At the urban level, Robinson ²³ states that the transformation of urban space involves the construction of meaning for the community space, particularly when the meaning becomes embedded in the physical space’s images. Furthermore, Ajulo et al. ²⁴ emphasize the importance of transformation in adapting to disasters and building resilience. Their study, based on the Nakivale refugee camp in Uganda, demonstrates that the process of dwelling transformation is complex and often begins with social adaptations.

IFRC ²⁰ identifies various types of shelters based on their timespan of existence and construction materials. These include emergency shelters, temporary shelters, transitional shelters, core unit shelters, and permanent housing. Among the significant studies on the physical transformation of housing units in transitional settlements is the research conducted by Wagemann ²¹ which focuses on transitional settlements in Peru and Chile, where transformation is facilitated through use-led actions such as increasing the house’s size by adding new rooms, using floor panels for extensions, constructing porches, utilizing the kitchen in an extended area, and incorporating new doors and windows.

Shape grammars

Shape grammars are a rule-based formalism characterized by visual computations that were first launched by Stiny and Gips in 1972. The primitives in shape grammars are shapes rather than symbols, and the relationships and operations on shapes are all spatial rather than symbolic. Therefore, shape grammars use rules that are shape-specific rather than property-specific, allowing designers to describe, interpret, and evaluate spatial relationships with geometric algorithms.^27,28

Shape grammars can be broadly divided into two categories: analytical grammars, which are developed to analyze existing designs, and original grammars, which are concerned with the creation of new and original designs ²⁹ Transformation grammars are a unique class of grammars focused on how languages of designs change over time or from one language to another, which can be formalized through rule addition, rule deletion, and/or rule change.^30,31 Parametric shape rules use parameters to define rules that adapt to a range of possible geometries and related constraints as specified in the rule. ³²

The application of the shape grammar formalism as a methodology for understanding and explaining informal architectural and urban design processes has been effectively carried out in several studies. These studies have focused primarily on architectural and urban development that is unplanned and either indicative of a traditional evolutionary process defined by cultural patterns or a spontaneous one characterized by necessity. The Marrakech Medina grammar focuses on hypothesizing the growth of the medina from the public center to private houses with a goal of defining new processes for architectural and urban design in Morocco built on this history. ³³ Existing studies of spontaneous growth that utilize shape grammars primarily focus on the challenges of inadequate housing that motivate informal settlements such as the Brazilian favela. These studies also argue for the value of decoding informal residential and urban structures to understand their evolution and provide a framework for the better planning of future settlements.^34–37 The work here applies shape grammars in a similar mode of analysis and synthesis to understand how a temporary settlement type, the refugee camp, informally evolves into a permanent architectural and urban structure through an ad hoc self-build process. The goal is likewise to develop a computational framework for improved participatory design processes to produce more humanitarian refugee camps that acknowledge the potential of transformation, customization, and permanence in their planning.
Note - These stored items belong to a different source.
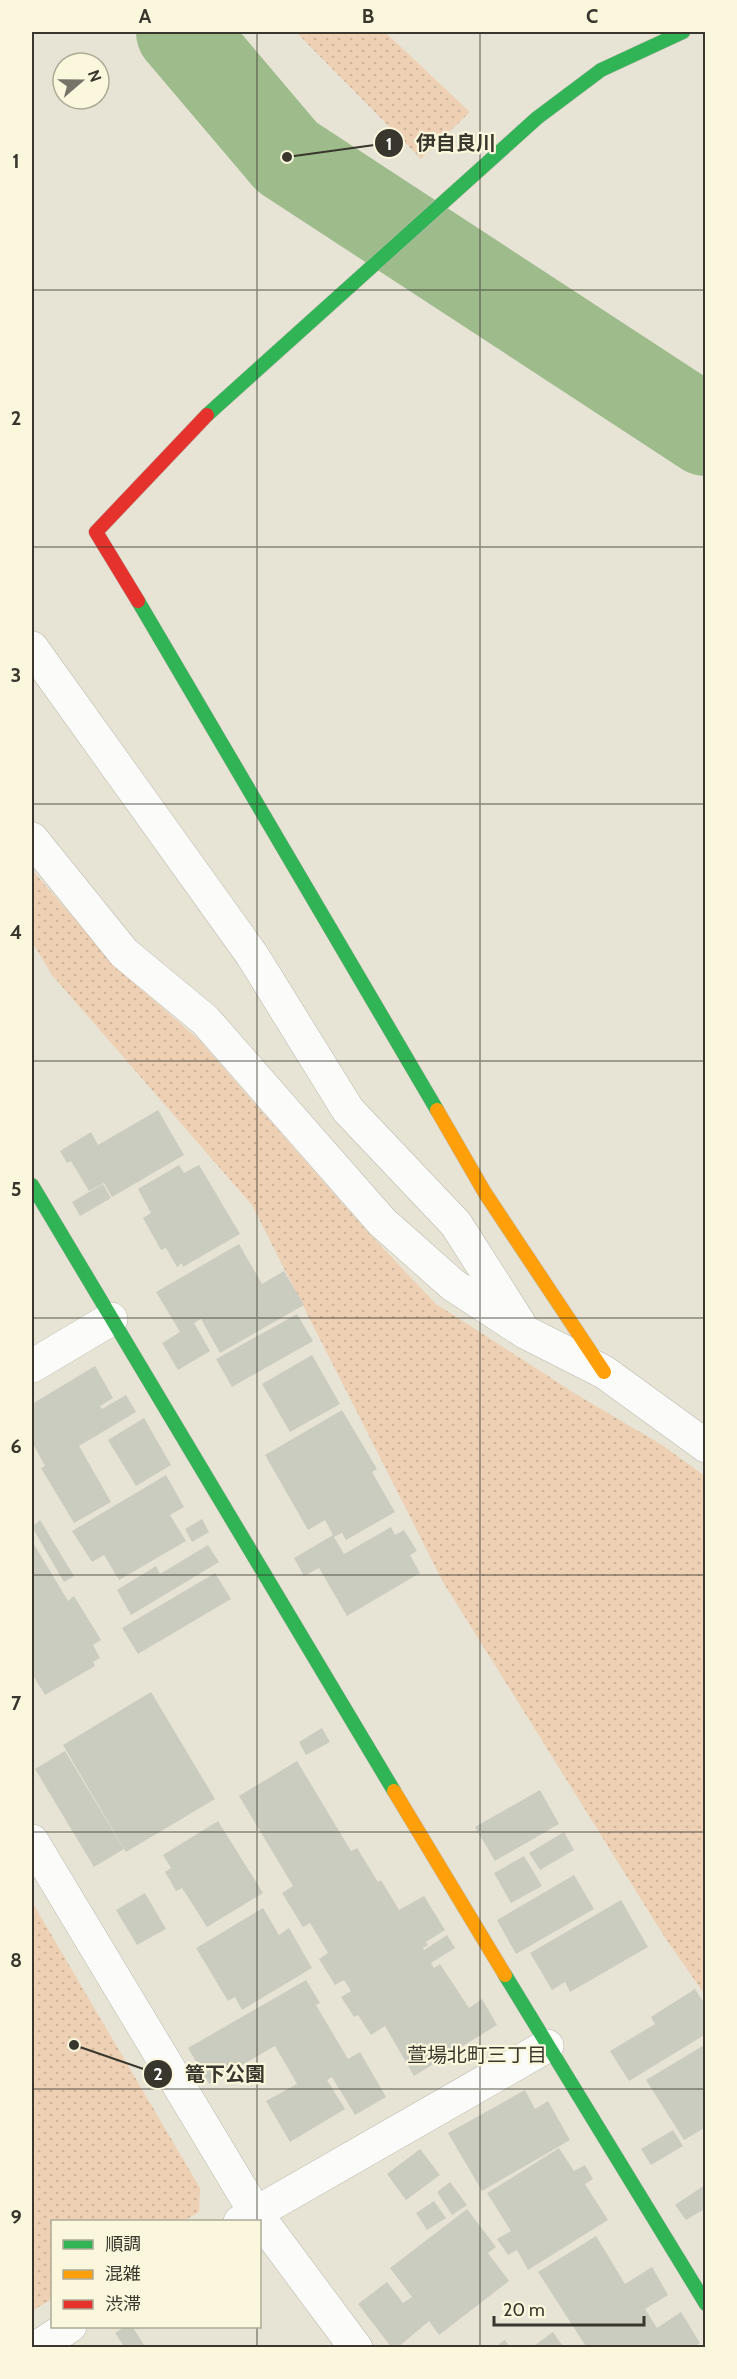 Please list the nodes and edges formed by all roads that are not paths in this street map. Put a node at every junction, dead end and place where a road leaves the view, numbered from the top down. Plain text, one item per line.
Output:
1 (682, 32) edge
2 (32, 648) edge
3 (32, 839) edge
4 (32, 1185) edge
5 (111, 1319) junction
6 (525, 1332) junction
7 (32, 1366) edge
8 (604, 1372) junction
9 (705, 1446) edge
10 (32, 1841) edge
11 (547, 2046) junction
12 (248, 2217) edge
13 (261, 2233) edge
14 (705, 2304) edge
15 (67, 2328) edge
16 (36, 2348) edge
17 (356, 2348) edge

1 - 8 street
2 - 6 street
3 - 6 street
4 - 5 street
5 - 7 street
5 - 11 street
6 - 8 street
8 - 9 street
10 - 12 street
11 - 12 street
11 - 14 street
13 - 17 street
15 - 16 street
The case study: Irbid Camp for Palestinian refugees

The Irbid Camp for Palestinian refugees is located in downtown Irbid city, Jordan. The camp was set up in 1951 on an area of 0.24 square kilometers to accommodate refugees who fled Palestine as a result of the 1948 Arab-Israeli war. It is a compact urban camp that is densely populated. The camp has grown over the years from a rural camp in the early 1950s into a neighborhood-like settlement as shown in Figure 1. Initially, the camp hosted 4000 refugees, accommodated in emergency tents on 8 x 8-meter land plots. Over time, the camp’s population has grown significantly, and it now houses over 28,000 refugees. ¹⁰ OPEN IN VIEWER

Data collection

The housing units used in this study belong to key residents and informants who settled in Irbid Camp in the early years and performed significant transformations in their residential units since then. This core corpus consists of 10 housing units which are illustrated in Figure 2.OPEN IN VIEWER

During fieldwork, the first author documented the most recent layout of the housing units on-site. To document the preceding phases, she relied on verbal descriptions provided by the residents of each housing unit. During the interviews, residents assisted in creating an initial sketch of the housing unit to depict its earlier phases as shown in Figure 3. Three examples of the sketches completed during the fieldwork are illustrated in Figure 4.OPEN IN VIEWER

OPEN IN VIEWER

Figure 4.

Documentation of of the existing layout and evolution for three housing units during fieldwork.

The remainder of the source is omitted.